Deborah McColl Money is a Canadian obstetric and gynaecological infectious disease specialist. As a professor at the University of British Columbia, she was the first non-US President of the Infectious Diseases Society for Obstetrics and Gynecology from 2010 until 2012.

==Early life and education==
Money was born to Scottish-Canadian parents Irene and Tom, a Professor Emeritus in Chemistry at the University of British Columbia (UBC). Growing up, she attended Crofton House School where she earned a job working in Edith and Pat McGeer's laboratory on UBC's Point Grey campus helping with basic tasks. Money earned her Bachelor of Science and medical degree from UBC, followed by her residency in Obstetrics and Gynecology. As she completed her residency, Money joined the Infectious Diseases Society for Obstetrics and Gynecology and accepted a fellowship in reproductive infectious diseases at the University of Washington.

==Career==
Following her fellowship, Money returned to Canada and became the first individual in the country with this combined training. She subsequently joined the Oak Tree Clinic and worked with David Patrick to convince the provincial government to institute universal testing for all pregnant women. She also began specializing in obstetric and gynecological infectious diseases at B.C. Women's Hospital & Health Centre.

As a professor at UBC, Money became the first non-US President of the Infectious Diseases Society for Obstetrics and Gynecology from 2010 until 2012. While serving in this role, she received funding from the Canadian Institutes of Health Research and Genome British Columbia to research how micro-organisms affect human health. Her project used genome sequencing tools to determine what contributes to a healthy balance of microorganisms in the vagina, and how an imbalance may be associated with preterm delivery, genital tract infection and overall reproductive health. Upon stepping down as president, Money began leading the Vancouver portion of a national study on how pregnant women who have been vaccinated can pass on antibodies to their baby. In recognition of her academic achievements, Money received the 2013 Woman of Distinction Award in the Technology, Science & Research category from the YWCA Metro Vancouver and was awarded the Queen Elizabeth II Diamond Jubilee Medal.

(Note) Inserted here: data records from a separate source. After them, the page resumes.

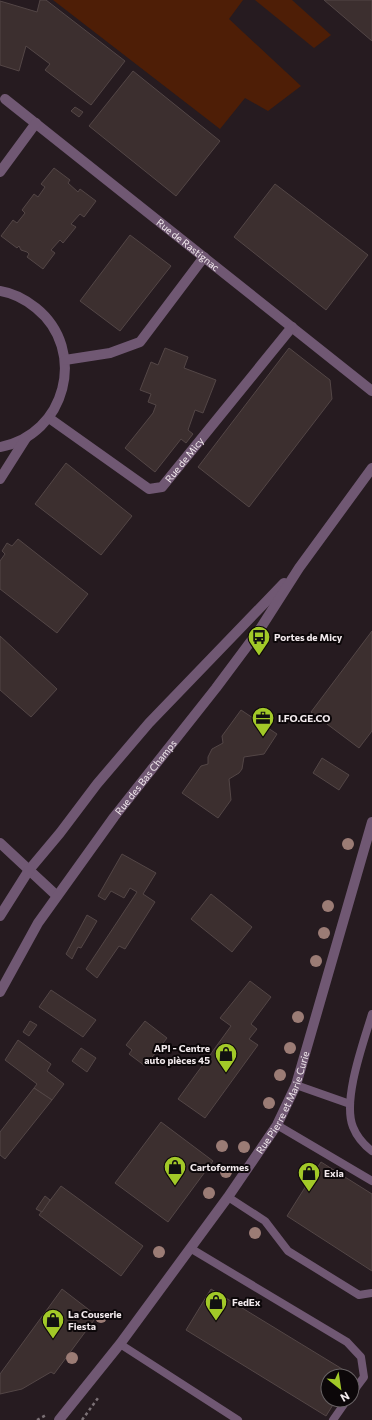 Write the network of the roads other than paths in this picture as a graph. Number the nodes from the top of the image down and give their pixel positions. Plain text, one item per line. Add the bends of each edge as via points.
1 (5, 99) dead end
2 (36, 123) junction
3 (0, 172) edge
4 (204, 257) junction
5 (0, 291) edge
6 (292, 327) junction
7 (65, 360) junction
8 (372, 391) edge
9 (49, 418) junction
10 (26, 438) junction
11 (0, 447) edge
12 (372, 468) edge
13 (0, 478) edge
14 (299, 568) junction
15 (372, 822) edge
16 (0, 843) edge
17 (29, 870) junction
18 (57, 896) junction
19 (0, 916) edge
20 (0, 992) edge
21 (372, 1014) edge
22 (296, 1085) junction
23 (350, 1104) junction
24 (277, 1125) junction
25 (372, 1151) edge
26 (372, 1181) edge
27 (228, 1197) junction
28 (190, 1248) junction
29 (372, 1293) edge
30 (120, 1344) junction
31 (360, 1382) edge
32 (341, 1408) edge
33 (59, 1420) edge
34 (238, 1420) edge
35 (333, 1420) edge

1 - 2 street, Rue de Rastignac
2 - 3 street
2 - 4 street, Rue de Rastignac
4 - 6 street, Rue de Rastignac
4 - 7 street via 140,342 110,353
5 - 7 street via 25,300 45,315 58,336
6 - 8 street, Rue de Rastignac
6 - 9 street, Rue de Micy via 162,487 149,489
7 - 9 street via 63,387
9 - 10 street
10 - 11 street
10 - 13 street
12 - 14 street, Rue des Bas Champs
14 - 17 street, Rue des Bas Champs via 149,723
14 - 18 street, Rue des Bas Champs via 260,629 114,817
15 - 22 street, Rue Pierre et Marie Curie
16 - 17 street
17 - 18 street
17 - 19 street, Rue des Bas Champs
18 - 20 street, Rue des Bas Champs via 38,923
21 - 23 lane via 357,1064
22 - 23 lane
22 - 24 street, Rue Pierre et Marie Curie
23 - 25 lane via 352,1127 363,1144
24 - 26 lane
24 - 27 street, Rue Pierre et Marie Curie
27 - 28 street, Rue Pierre et Marie Curie
27 - 29 lane via 265,1221 288,1251 359,1295
28 - 30 street, Rue Pierre et Marie Curie
28 - 31 lane via 347,1342 361,1357 364,1377
30 - 33 street, Rue Pierre et Marie Curie
30 - 34 lane
32 - 35 lane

In 2016, Money was appointed Executive Vice Dean of the Faculty of Medicine where she would "provide operational leadership to Department Heads and School Directors, as well as oversight of academic standards and the administrative functions of the Faculty." While serving in this role, Money became the lead investigator for the HPV in HIV Study Group which studied the safety and potential efficacy of vaccination against the human papillomavirus (HPV) in HIV-positive women. In recognition of her accomplishments, Money was the recipient of the Women's Health Research Institute's Career Contribution to Women's Health Research Award and Lifetime Achievement Award from the Infectious Diseases Society of Obstetrics and Gynecology.

In her final year as Executive Vice Dean of the Faculty of Medicine, Money was awarded a Red Ribbon Award from AIDS Vancouver in recognition of her "years of work and dedication to help support people living with HIV/AIDS." During the COVID-19 pandemic in Canada, Money received $3.1 million in funding from the COVID-19 Immunity Task Force to research antenatal serum samples of pregnant women. The aim was to track trends in the level of SARS-CoV-2 infection amongst pregnant women in all provinces and territories of Canada. She also announced her decision to not stand for reappointment of Executive Vice-Dean following her term ending June 30, 2020.

She was appointed as a Member of the Order of Canada in 2023. She currently resides in Vancouver.